• **What you are asked to do**
For each line in the data that includes "cairo", make a copy.

Collected data:
>>>

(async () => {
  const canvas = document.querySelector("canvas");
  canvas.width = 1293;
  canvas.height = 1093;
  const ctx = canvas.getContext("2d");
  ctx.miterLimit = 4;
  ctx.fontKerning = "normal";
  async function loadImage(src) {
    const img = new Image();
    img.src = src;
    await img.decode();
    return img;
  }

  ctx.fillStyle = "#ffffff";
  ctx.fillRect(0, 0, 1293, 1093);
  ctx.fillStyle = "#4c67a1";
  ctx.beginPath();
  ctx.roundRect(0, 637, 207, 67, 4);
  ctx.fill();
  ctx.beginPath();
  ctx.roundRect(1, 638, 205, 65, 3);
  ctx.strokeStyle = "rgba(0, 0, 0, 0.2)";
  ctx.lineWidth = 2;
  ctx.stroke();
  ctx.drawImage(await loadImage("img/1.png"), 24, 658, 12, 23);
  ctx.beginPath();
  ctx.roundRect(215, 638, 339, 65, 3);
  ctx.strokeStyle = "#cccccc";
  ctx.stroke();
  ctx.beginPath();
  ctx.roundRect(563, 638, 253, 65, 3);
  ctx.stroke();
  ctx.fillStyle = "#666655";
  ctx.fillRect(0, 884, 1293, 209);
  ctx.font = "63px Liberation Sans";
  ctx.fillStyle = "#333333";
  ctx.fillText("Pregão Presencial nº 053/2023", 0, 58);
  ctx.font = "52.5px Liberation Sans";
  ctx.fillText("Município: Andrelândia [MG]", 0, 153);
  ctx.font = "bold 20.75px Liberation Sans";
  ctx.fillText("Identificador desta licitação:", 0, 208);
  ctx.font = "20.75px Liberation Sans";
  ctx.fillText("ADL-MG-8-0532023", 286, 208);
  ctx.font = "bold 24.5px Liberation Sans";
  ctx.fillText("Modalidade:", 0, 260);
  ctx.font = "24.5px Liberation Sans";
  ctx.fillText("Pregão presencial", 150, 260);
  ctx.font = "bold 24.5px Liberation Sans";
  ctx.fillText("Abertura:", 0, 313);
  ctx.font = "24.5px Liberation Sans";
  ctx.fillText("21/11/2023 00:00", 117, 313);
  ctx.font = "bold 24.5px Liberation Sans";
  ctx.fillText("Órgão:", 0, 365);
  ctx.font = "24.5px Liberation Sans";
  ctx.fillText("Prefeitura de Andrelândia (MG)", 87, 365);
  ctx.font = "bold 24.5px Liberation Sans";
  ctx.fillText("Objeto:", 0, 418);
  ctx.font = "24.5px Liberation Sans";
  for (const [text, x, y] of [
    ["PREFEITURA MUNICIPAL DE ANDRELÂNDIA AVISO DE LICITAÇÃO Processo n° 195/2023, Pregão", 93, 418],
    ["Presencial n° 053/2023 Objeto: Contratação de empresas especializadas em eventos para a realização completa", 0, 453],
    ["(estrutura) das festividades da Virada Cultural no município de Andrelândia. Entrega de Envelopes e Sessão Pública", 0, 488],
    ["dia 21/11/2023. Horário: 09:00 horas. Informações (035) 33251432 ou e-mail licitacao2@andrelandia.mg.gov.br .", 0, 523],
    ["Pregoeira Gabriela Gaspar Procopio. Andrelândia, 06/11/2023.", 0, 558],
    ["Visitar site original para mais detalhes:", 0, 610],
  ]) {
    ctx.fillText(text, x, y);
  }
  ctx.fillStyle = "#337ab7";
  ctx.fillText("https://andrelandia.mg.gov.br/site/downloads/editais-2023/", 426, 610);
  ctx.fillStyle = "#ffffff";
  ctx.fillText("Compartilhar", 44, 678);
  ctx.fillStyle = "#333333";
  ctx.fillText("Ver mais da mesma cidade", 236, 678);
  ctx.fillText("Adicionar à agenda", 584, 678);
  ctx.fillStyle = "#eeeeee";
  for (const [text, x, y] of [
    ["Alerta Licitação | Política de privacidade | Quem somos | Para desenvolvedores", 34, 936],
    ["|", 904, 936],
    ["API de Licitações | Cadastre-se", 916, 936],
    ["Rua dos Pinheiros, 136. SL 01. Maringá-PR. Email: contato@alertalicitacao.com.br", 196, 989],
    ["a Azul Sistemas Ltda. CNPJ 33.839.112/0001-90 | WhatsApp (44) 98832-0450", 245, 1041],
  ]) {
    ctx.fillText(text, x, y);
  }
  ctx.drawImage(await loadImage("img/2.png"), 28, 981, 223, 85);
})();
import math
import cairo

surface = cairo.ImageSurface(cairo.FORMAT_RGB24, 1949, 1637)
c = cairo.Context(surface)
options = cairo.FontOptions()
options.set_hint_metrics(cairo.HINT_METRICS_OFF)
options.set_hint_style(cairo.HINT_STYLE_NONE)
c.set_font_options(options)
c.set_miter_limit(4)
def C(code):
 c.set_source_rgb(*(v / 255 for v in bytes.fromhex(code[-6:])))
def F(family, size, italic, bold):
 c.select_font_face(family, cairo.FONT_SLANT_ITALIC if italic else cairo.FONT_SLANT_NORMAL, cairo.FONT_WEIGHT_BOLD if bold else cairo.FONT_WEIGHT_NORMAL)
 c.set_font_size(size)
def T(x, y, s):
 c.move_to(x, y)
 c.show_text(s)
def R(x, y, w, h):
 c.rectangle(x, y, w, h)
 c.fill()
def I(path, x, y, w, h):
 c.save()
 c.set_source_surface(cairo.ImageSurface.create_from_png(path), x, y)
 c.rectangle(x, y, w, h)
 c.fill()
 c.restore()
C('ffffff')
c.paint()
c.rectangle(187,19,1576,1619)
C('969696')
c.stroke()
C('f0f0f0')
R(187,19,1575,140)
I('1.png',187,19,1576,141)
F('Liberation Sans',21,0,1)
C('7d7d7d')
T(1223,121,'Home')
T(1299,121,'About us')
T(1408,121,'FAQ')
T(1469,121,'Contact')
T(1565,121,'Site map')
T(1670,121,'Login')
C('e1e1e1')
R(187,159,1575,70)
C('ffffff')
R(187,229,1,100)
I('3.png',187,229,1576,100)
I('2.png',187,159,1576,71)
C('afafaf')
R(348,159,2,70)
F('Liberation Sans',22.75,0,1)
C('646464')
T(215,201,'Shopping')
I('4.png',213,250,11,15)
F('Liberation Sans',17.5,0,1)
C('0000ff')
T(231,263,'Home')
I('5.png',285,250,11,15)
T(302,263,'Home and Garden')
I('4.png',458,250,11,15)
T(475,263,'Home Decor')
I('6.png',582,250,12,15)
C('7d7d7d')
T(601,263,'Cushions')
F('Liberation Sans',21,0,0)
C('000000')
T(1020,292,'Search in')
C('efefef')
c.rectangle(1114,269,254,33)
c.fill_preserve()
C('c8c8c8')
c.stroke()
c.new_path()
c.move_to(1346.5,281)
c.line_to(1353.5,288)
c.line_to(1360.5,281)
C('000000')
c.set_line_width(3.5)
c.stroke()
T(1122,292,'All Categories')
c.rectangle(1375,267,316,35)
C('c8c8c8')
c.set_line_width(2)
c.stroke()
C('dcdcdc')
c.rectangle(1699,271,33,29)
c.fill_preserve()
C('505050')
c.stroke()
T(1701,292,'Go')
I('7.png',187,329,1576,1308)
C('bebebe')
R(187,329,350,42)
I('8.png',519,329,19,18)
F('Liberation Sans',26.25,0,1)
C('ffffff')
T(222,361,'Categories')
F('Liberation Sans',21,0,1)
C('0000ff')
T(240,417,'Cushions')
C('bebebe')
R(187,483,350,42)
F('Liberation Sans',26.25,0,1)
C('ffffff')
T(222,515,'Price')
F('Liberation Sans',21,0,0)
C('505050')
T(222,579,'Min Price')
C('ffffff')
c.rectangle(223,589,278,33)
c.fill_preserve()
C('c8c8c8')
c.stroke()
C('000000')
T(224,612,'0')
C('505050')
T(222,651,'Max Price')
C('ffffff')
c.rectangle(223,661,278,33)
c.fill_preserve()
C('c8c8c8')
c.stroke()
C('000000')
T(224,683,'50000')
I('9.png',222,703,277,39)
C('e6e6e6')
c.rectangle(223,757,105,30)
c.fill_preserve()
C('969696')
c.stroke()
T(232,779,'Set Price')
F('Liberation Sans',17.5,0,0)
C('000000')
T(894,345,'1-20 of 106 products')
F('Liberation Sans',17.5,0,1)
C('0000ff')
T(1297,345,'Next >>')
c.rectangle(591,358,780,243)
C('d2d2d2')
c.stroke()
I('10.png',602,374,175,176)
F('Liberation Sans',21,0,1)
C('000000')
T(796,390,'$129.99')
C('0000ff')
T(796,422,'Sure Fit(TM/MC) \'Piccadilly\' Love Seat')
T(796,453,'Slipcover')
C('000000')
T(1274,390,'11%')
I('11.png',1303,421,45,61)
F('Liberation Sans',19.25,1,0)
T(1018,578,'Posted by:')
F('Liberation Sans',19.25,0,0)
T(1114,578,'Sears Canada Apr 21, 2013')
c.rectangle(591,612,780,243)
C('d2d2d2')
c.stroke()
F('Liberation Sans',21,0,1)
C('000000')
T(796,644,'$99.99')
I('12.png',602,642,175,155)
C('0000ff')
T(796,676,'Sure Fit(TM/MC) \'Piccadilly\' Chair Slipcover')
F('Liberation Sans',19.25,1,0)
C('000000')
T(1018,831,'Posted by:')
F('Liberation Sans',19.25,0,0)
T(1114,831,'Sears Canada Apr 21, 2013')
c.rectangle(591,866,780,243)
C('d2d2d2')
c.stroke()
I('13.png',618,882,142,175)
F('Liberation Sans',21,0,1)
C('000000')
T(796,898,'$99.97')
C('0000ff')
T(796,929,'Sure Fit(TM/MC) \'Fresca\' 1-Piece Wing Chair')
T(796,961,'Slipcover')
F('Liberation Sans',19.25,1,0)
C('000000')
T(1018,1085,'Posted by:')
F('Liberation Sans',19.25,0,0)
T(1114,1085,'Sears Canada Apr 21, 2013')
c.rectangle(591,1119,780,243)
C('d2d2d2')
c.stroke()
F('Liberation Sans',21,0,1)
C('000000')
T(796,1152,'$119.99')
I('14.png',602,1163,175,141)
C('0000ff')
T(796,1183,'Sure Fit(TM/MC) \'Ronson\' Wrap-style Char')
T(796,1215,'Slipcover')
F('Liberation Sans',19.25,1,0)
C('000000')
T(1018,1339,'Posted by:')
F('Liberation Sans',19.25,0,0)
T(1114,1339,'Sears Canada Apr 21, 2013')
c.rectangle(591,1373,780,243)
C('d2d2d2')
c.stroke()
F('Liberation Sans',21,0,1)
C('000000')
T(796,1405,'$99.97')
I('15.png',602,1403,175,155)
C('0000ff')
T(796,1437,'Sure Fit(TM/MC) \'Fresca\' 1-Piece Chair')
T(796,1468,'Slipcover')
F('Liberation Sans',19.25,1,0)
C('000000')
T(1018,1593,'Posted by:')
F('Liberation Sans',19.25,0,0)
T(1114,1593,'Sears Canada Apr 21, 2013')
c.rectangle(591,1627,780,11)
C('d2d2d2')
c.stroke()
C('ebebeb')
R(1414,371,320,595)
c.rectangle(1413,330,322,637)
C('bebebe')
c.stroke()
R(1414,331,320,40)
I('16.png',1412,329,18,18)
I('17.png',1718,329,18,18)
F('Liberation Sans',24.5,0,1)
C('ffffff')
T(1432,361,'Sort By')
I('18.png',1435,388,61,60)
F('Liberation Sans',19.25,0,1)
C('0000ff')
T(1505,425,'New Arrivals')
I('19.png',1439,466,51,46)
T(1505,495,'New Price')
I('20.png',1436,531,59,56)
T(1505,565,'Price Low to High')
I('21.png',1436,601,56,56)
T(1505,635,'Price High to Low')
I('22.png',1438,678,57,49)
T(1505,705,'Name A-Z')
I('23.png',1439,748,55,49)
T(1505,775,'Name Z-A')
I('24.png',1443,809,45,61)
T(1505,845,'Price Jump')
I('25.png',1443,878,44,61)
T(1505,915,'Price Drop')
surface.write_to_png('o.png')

<<<

• **Response box**
import cairo
surface = cairo.ImageSurface(cairo.FORMAT_RGB24, 1949, 1637)
c = cairo.Context(surface)
options = cairo.FontOptions()
options.set_hint_metrics(cairo.HINT_METRICS_OFF)
options.set_hint_style(cairo.HINT_STYLE_NONE)
 c.select_font_face(family, cairo.FONT_SLANT_ITALIC if italic else cairo.FONT_SLANT_NORMAL, cairo.FONT_WEIGHT_BOLD if bold else cairo.FONT_WEIGHT_NORMAL)
 c.set_source_surface(cairo.ImageSurface.create_from_png(path), x, y)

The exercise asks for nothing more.